渡邊雄太(トロント・ラプターズ)をニック・ナースHCが絶賛、開幕ロスター入りに明るい見通し

 トロント・ラプターズのプレシーズンゲーム初戦で10得点(フィールドゴール7本中4本成功、うち3Pショットは2本中2本成功)、7リバウンド、2アシスト、1スティール、2ブロックという数字をわずか16分間52秒の出場時間で記録した渡邊雄太について、ヘッドコーチのニック・ナースが絶賛のコメントを連発している。

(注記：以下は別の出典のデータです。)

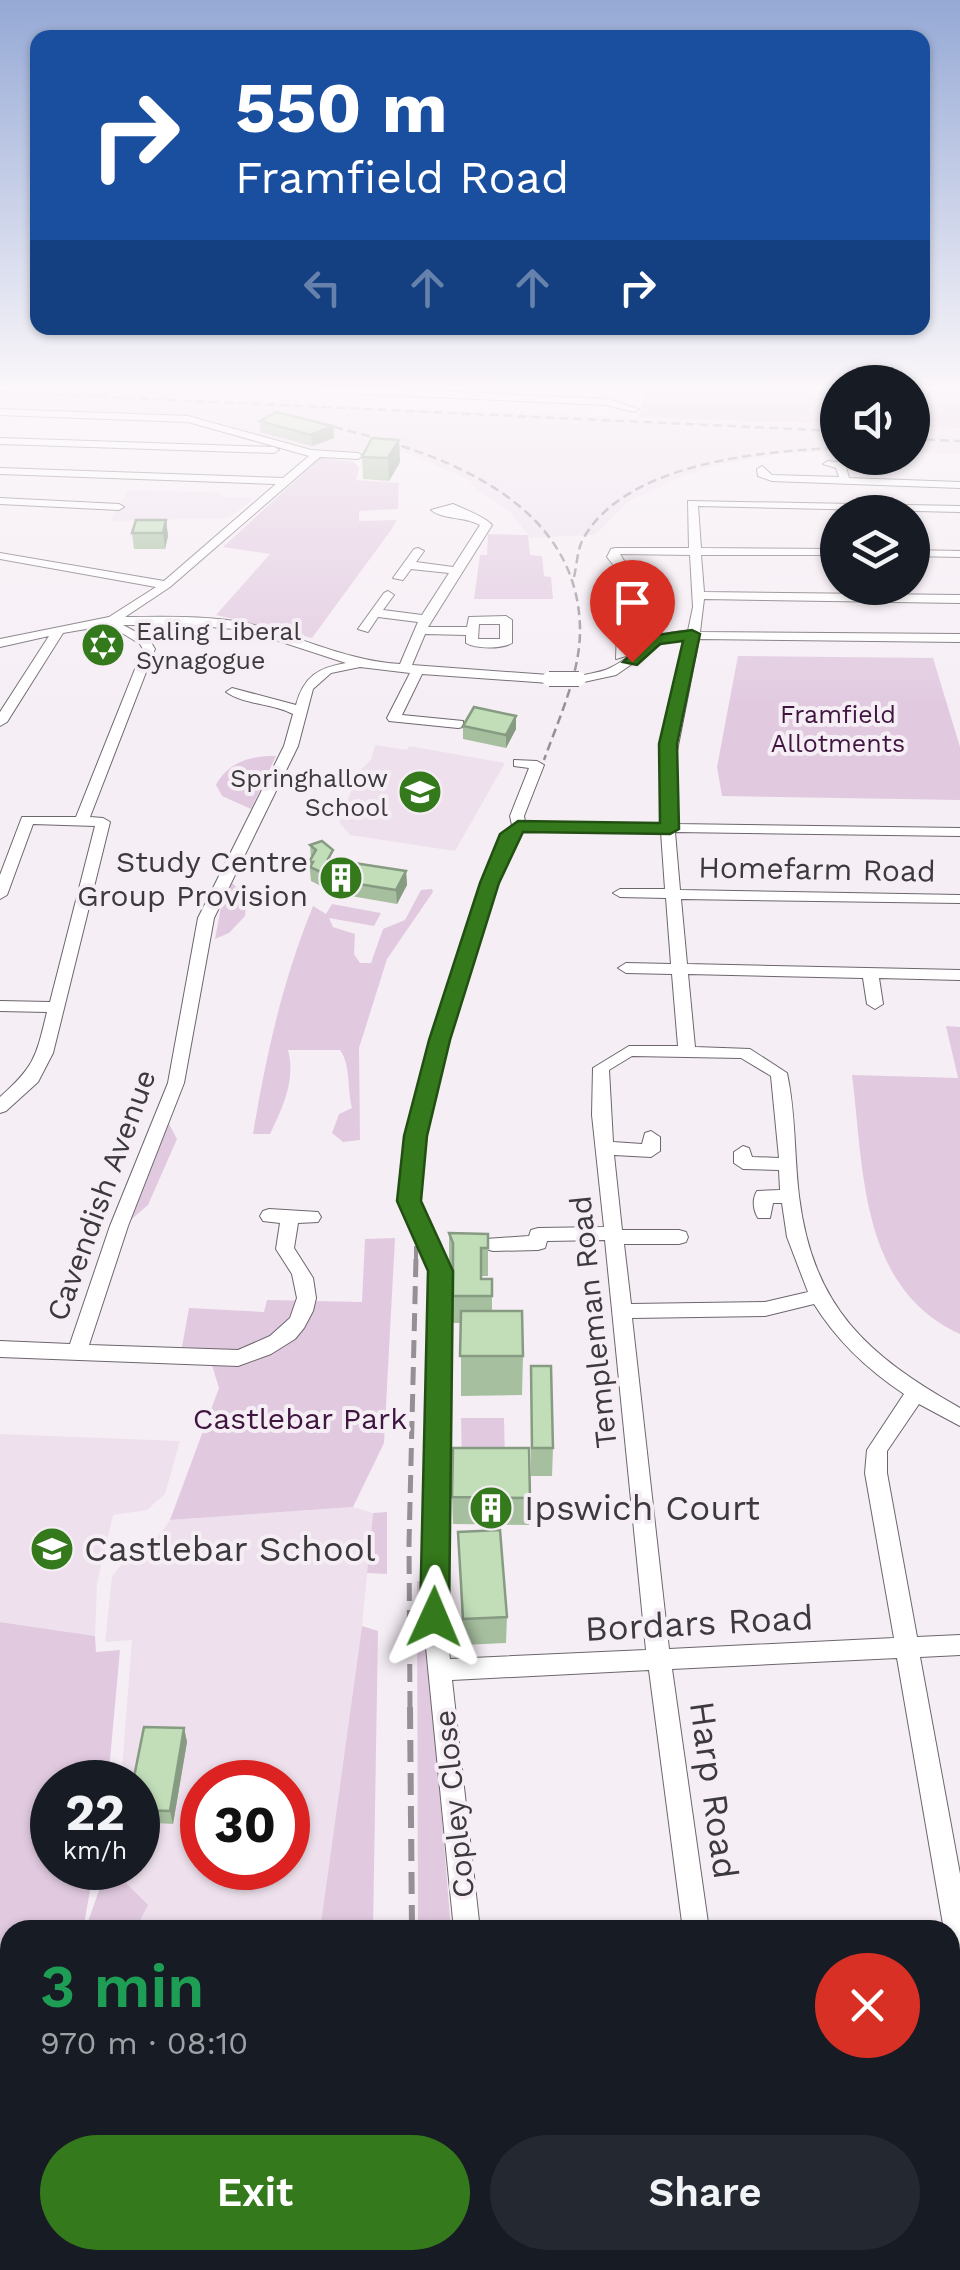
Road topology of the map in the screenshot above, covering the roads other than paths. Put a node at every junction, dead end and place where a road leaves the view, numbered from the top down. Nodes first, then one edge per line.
1 (269, 494) edge
2 (796, 494) edge
3 (0, 502) edge
4 (798, 504) junction
5 (118, 506) dead end
6 (960, 509) edge
7 (455, 512) dead end
8 (694, 549) junction
9 (418, 551) dead end
10 (820, 552) edge
11 (930, 553) edge
12 (960, 554) edge
13 (0, 556) edge
14 (408, 565) junction
15 (457, 571) junction
16 (399, 578) dead end
17 (166, 585) junction
18 (388, 595) dead end
19 (700, 595) junction
20 (960, 599) edge
21 (375, 613) junction
22 (114, 619) junction
23 (422, 624) junction
24 (364, 629) dead end
25 (58, 631) junction
26 (471, 632) dead end
27 (692, 634) junction
28 (960, 638) edge
29 (0, 643) edge
30 (620, 656) dead end
31 (326, 662) junction
32 (411, 671) junction
33 (307, 688) junction
34 (232, 692) dead end
35 (278, 700) junction
36 (299, 712) junction
37 (0, 722) edge
38 (458, 724) dead end
39 (520, 763) dead end
40 (82, 819) junction
41 (518, 826) junction
42 (670, 829) junction
43 (960, 832) edge
44 (620, 893) dead end
45 (0, 894) edge
46 (672, 894) junction
47 (960, 899) edge
48 (626, 968) dead end
49 (679, 970) junction
50 (870, 973) junction
51 (960, 974) edge
52 (875, 1004) dead end
53 (0, 1006) edge
54 (57, 1007) junction
55 (687, 1052) junction
56 (0, 1107) edge
57 (651, 1137) dead end
58 (605, 1148) junction
59 (743, 1152) dead end
60 (788, 1164) junction
61 (790, 1196) junction
62 (764, 1213) dead end
63 (268, 1216) dead end
64 (615, 1235) junction
65 (679, 1236) dead end
66 (493, 1244) edge
67 (818, 1296) junction
68 (622, 1311) junction
69 (0, 1349) edge
70 (77, 1352) junction
71 (915, 1394) junction
72 (960, 1418) edge
73 (960, 1645) edge
74 (907, 1648) junction
75 (659, 1660) junction
76 (441, 1670) junction
77 (466, 1920) edge
78 (695, 1920) edge
79 (956, 1920) edge

1 - 17 street
2 - 4 street
3 - 5 street
4 - 6 street
4 - 8 street
7 - 15 street
8 - 10 street
8 - 19 street
8 - 30 street
9 - 14 street
11 - 12 street
13 - 17 street
14 - 15 street
14 - 16 street
15 - 23 street
17 - 22 street
18 - 21 street
19 - 20 street
19 - 27 street
21 - 23 street
21 - 24 street
22 - 25 street
22 - 31 street
22 - 40 street
23 - 26 street
23 - 32 street
25 - 29 street
25 - 37 street
27 - 28 street
27 - 32 street, bridge
27 - 42 street
31 - 32 street
31 - 33 street, Cavendish Avenue
32 - 38 street
33 - 35 street
33 - 36 street, Cavendish Avenue
34 - 35 street
35 - 36 street
36 - 70 street, Cavendish Avenue
39 - 41 street, Copley Close
40 - 45 street
40 - 54 street
41 - 42 street
41 - 76 street, Copley Close
42 - 43 street
42 - 46 street
44 - 46 street, Homefarm Road
46 - 47 street, Homefarm Road
46 - 49 street
48 - 49 street
49 - 50 street
49 - 55 street
50 - 51 street
50 - 52 street
53 - 54 street
54 - 56 street
55 - 58 street, Templeman Road
55 - 60 street
57 - 58 street
58 - 64 street, Templeman Road
59 - 60 street
60 - 61 street
61 - 62 street
61 - 67 street
63 - 70 street
64 - 65 street
64 - 66 street
64 - 68 street, Templeman Road
67 - 68 street
67 - 71 street
68 - 75 street, Templeman Road
69 - 70 street
71 - 72 street
71 - 74 street
73 - 74 street, Bordars Road
74 - 75 street, Bordars Road
74 - 79 street
75 - 76 street, Bordars Road
75 - 78 street, Harp Road
76 - 77 street, Copley Close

今回のトレーニングキャンプにおける渡邊は、まだ2021-22シーズンの立場が保証されておらず開幕ロスター入りを争う立場だが、ナースHCのコメントを聞く限り、すでに実質的には若手に模範を示す中堅のような扱いだ。

 

 これまでに、ナースHCのコメントを聞く機会は3度あったが、誰もが気にするロスター入り候補プレーヤーの話題については毎度慎重に言葉を選んでいた印象で、核となるメンバー以外の立場に言及する質問には明確な回答をしていなかった。


 しかしプレシーズンゲーム初戦の試合後会見では、渡邊が自信を持って3Pショットを打てていることを称賛するとともに、「彼は今、ローテーション入りしていると思っています(I mean I think you know he’s certainly you know in the rotation right now)」と話し、さらに故障と向き合っているクリス・ブーシェイやパスカル・シアカムの復帰が遅れた場合の代役候補に関する現地記者とのやり取りの中で、「私は彼(渡邊)を“ローテーショナル”なプレーヤーとして見ています(I‘d see him as a rotational player)」と付け加えた。理由としては、実戦でのパフォーマンスが好感触だったことと別に、これまでラプターズに所属していた渡邊については、特徴をよくわかっているからということを挙げていた。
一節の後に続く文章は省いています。